## Required action
Look for "Arcángel" in each line of the entries, and return the matching lines.

## Exercise inputs

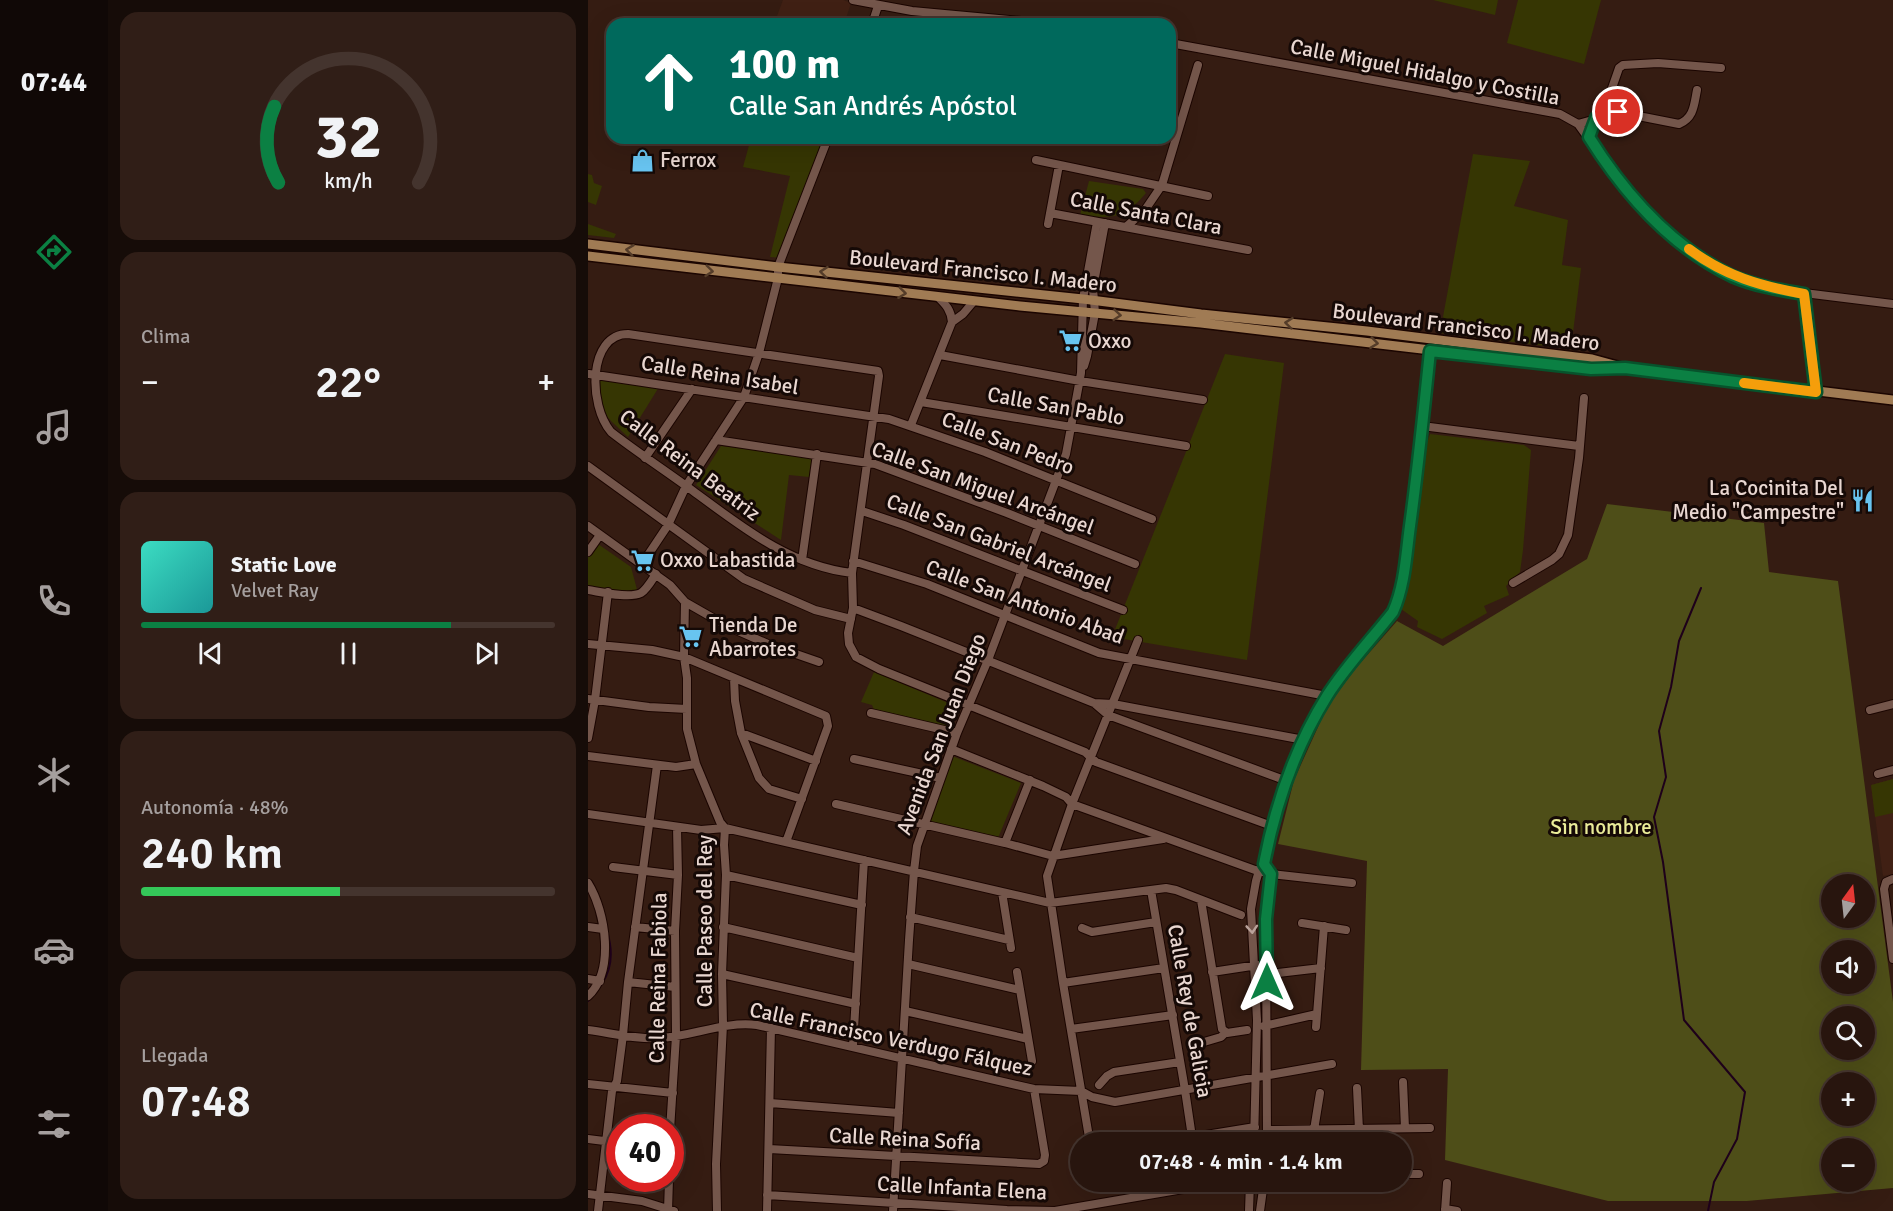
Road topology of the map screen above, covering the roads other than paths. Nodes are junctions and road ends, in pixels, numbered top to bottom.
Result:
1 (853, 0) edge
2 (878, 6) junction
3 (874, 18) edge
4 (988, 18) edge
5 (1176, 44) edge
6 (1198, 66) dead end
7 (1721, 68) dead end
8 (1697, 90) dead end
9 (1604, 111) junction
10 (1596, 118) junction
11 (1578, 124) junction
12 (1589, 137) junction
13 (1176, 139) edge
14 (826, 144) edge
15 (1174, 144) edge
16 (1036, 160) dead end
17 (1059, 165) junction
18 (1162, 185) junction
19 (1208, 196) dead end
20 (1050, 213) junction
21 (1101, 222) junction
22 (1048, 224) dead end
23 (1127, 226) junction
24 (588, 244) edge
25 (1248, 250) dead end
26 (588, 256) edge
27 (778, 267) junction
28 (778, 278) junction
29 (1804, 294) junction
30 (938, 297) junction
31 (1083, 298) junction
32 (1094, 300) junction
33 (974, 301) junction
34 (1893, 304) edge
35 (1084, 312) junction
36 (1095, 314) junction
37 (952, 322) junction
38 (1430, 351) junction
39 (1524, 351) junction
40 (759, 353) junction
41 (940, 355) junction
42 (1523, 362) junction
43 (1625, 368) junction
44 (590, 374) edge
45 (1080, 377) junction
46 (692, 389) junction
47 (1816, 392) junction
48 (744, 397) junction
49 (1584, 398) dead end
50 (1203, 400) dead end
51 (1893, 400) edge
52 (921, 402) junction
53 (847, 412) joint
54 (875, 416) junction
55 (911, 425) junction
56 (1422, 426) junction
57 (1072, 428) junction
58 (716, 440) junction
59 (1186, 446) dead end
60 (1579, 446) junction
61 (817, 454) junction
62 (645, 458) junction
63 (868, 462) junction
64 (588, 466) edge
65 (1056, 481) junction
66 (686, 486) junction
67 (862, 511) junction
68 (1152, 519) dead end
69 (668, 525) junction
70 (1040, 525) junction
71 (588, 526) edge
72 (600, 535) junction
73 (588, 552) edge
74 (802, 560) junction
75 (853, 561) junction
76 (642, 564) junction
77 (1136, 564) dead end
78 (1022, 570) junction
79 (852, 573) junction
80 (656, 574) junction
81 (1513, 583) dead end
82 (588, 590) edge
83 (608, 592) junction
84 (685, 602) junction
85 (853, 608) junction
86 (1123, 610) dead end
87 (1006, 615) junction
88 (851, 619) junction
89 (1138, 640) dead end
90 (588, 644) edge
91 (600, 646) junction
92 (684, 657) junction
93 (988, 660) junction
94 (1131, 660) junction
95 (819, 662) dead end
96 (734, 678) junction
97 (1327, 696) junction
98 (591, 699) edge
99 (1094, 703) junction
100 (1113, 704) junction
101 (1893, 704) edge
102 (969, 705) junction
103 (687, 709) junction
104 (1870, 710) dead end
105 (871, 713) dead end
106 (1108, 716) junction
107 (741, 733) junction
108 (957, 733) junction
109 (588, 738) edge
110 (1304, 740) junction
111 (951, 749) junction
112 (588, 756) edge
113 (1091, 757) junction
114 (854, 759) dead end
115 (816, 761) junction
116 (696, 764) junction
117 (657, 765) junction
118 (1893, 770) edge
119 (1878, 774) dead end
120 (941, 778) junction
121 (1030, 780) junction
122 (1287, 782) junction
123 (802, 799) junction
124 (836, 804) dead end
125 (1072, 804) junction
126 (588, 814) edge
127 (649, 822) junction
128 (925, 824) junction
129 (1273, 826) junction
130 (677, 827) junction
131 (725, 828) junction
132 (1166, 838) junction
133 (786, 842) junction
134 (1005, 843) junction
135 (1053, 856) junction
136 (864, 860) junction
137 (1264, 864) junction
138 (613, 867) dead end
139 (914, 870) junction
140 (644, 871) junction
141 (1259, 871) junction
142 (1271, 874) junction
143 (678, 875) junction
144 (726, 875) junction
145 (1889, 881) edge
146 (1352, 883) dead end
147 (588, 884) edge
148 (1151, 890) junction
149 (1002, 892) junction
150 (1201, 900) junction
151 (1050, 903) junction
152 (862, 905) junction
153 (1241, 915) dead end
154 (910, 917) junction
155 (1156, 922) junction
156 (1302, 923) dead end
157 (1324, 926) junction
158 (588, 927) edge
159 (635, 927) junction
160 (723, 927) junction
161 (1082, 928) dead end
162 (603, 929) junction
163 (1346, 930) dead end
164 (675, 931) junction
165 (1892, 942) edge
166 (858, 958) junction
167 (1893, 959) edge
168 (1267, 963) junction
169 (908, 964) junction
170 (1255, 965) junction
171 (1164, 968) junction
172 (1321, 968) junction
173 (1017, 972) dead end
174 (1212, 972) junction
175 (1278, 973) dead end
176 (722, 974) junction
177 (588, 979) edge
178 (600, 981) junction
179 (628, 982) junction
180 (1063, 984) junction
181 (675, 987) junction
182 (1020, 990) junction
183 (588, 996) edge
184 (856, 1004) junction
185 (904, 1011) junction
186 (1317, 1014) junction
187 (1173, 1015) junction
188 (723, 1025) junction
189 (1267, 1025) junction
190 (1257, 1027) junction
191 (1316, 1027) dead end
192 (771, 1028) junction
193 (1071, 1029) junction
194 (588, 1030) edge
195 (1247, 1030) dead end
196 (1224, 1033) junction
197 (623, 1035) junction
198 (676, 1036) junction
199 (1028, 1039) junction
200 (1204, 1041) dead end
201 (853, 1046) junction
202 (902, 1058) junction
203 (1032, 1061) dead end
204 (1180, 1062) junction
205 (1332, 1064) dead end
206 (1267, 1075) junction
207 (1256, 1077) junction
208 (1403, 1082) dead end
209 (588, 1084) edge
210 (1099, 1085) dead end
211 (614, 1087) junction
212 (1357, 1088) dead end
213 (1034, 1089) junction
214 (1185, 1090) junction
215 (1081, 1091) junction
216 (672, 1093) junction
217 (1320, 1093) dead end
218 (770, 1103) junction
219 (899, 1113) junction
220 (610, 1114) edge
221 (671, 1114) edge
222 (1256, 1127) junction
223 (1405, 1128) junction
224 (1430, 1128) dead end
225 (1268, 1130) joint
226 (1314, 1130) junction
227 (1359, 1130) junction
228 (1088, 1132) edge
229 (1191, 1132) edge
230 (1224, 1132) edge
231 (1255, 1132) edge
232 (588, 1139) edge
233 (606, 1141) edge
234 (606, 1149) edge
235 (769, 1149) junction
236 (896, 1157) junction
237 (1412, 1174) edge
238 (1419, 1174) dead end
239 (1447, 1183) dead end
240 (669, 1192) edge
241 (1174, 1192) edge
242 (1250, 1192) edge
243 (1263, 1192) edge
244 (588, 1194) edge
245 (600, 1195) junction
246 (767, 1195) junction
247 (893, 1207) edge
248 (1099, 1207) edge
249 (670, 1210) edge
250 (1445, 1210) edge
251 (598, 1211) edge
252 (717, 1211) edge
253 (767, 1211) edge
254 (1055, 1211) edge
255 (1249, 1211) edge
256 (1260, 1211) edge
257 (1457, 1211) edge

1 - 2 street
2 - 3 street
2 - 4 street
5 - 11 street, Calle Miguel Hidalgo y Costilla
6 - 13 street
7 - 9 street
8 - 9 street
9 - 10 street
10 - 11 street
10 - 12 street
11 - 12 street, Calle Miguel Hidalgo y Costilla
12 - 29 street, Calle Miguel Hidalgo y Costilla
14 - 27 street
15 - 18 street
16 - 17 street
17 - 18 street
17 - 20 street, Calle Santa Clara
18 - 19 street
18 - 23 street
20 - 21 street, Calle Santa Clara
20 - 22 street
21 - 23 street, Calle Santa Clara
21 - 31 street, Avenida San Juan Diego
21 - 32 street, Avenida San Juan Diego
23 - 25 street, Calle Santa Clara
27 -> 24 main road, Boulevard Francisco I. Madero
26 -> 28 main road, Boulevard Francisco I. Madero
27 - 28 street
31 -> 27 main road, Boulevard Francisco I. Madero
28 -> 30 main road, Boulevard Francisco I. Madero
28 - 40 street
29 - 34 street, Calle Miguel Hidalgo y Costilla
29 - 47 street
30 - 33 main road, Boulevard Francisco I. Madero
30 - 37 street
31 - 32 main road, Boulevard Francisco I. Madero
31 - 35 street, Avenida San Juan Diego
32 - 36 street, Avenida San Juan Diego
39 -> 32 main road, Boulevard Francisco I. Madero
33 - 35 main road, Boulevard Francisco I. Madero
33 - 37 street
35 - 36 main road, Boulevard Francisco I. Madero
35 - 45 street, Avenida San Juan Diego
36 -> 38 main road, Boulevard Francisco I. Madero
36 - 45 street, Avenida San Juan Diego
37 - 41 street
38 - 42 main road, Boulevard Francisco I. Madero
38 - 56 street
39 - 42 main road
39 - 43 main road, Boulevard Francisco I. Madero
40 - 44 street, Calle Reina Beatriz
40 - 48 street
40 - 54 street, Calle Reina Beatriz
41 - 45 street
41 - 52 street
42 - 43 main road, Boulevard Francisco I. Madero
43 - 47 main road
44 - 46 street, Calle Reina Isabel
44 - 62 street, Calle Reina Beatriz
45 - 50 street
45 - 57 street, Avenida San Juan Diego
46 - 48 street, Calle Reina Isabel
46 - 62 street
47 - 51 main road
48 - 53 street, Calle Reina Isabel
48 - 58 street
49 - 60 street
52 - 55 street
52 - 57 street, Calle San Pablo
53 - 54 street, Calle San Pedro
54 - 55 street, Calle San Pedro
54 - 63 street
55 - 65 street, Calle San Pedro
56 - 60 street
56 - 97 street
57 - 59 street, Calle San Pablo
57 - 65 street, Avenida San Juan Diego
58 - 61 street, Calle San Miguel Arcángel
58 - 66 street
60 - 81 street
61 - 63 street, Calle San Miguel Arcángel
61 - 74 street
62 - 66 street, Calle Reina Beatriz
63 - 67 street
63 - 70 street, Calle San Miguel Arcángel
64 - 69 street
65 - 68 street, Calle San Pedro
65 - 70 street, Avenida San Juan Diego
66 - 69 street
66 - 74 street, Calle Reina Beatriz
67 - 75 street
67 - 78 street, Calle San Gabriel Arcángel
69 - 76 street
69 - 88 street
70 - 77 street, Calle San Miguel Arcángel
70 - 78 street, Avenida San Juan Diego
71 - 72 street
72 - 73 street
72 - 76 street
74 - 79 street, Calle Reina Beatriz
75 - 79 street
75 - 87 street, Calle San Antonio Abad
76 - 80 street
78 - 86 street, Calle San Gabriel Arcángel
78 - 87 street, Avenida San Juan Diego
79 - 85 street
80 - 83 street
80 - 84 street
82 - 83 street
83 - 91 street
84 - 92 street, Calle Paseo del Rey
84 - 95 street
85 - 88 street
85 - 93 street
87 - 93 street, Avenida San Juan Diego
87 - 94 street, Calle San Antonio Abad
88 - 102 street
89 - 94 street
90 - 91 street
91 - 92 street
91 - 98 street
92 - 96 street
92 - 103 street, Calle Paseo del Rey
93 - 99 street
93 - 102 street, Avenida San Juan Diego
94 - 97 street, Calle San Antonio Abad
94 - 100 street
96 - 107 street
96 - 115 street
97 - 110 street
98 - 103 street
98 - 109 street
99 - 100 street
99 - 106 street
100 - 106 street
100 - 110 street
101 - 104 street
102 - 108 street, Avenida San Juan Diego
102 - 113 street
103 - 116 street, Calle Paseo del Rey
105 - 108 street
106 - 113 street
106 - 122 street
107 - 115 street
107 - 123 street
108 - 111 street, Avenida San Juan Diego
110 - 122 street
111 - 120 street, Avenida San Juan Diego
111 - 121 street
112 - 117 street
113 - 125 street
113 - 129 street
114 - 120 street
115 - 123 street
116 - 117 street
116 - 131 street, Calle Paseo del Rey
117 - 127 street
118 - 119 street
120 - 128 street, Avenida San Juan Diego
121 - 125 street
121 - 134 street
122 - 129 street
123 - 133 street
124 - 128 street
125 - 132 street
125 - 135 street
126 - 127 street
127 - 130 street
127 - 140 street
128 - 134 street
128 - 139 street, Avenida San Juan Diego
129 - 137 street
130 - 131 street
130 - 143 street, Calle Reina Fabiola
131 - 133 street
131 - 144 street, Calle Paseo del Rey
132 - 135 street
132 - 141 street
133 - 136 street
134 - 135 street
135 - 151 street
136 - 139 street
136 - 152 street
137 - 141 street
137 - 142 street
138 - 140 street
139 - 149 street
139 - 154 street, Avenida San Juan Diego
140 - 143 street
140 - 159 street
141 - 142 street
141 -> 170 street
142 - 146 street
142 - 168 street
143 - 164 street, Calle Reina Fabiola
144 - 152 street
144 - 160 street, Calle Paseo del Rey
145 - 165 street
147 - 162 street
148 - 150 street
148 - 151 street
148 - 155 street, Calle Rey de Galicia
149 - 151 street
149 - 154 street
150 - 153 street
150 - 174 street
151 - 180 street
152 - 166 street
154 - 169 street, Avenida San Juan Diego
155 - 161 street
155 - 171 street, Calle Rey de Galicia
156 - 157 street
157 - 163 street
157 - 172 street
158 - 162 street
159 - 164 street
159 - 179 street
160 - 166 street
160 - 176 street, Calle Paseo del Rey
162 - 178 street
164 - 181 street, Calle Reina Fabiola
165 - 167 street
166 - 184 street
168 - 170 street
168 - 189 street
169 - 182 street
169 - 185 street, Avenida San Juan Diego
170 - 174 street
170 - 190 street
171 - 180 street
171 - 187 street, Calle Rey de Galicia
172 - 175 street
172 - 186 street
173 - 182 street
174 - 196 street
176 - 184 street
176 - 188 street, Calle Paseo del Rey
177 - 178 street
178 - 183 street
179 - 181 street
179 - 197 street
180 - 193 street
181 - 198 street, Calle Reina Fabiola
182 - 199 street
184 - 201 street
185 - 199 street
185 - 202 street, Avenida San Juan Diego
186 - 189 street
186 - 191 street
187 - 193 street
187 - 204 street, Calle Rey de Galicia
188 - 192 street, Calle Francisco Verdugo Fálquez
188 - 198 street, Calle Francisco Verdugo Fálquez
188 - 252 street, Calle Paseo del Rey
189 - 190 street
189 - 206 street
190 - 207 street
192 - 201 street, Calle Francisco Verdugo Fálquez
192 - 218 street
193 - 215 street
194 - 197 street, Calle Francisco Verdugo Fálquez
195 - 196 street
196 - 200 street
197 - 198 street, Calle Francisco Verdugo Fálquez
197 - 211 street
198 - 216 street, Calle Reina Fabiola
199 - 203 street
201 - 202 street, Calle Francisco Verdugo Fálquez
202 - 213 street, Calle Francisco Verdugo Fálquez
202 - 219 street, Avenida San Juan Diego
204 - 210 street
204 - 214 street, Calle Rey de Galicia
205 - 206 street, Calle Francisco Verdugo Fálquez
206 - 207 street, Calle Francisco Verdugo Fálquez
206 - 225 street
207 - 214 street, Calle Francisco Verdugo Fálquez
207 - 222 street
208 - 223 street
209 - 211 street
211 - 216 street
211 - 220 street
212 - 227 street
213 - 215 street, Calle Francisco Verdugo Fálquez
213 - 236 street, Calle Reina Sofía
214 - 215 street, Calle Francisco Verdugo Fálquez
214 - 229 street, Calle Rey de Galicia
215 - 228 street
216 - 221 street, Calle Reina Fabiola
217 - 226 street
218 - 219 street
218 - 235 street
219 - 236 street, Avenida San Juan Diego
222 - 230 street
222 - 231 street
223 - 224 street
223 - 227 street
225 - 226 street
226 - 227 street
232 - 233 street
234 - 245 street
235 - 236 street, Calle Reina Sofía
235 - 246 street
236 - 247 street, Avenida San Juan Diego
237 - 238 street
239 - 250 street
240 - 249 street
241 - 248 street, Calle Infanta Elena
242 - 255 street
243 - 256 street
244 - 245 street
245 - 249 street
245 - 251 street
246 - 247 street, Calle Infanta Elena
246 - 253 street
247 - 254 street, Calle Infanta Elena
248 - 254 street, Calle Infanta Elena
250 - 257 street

## Result for this task
58 - 61 street, Calle San Miguel Arcángel
61 - 63 street, Calle San Miguel Arcángel
63 - 70 street, Calle San Miguel Arcángel
67 - 78 street, Calle San Gabriel Arcángel
70 - 77 street, Calle San Miguel Arcángel
78 - 86 street, Calle San Gabriel Arcángel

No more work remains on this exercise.